↓↓↓

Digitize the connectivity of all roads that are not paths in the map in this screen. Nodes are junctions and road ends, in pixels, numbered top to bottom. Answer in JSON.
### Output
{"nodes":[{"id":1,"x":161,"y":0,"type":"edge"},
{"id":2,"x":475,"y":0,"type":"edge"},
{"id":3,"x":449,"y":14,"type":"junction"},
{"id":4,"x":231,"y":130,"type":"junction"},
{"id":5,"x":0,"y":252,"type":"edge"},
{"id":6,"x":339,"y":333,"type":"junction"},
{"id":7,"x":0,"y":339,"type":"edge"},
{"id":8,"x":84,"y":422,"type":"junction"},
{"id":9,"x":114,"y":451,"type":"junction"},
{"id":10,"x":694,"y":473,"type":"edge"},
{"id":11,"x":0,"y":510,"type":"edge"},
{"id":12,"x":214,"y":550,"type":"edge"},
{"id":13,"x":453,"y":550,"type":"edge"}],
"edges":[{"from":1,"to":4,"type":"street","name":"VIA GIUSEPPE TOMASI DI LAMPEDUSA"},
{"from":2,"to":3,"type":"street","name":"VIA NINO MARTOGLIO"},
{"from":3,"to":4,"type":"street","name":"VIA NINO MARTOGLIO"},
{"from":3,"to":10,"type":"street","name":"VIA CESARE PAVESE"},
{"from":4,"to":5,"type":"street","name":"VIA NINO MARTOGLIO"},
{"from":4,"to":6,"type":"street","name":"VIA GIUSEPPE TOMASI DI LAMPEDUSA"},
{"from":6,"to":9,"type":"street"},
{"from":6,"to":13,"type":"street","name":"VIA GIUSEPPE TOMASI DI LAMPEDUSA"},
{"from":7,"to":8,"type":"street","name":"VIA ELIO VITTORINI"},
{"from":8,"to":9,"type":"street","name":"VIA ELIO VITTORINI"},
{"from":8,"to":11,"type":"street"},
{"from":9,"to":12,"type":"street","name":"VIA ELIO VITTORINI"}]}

↑↑↑

What you will do>
Count each line of the listing that contains "from" and give the count alone.

Answer space>
12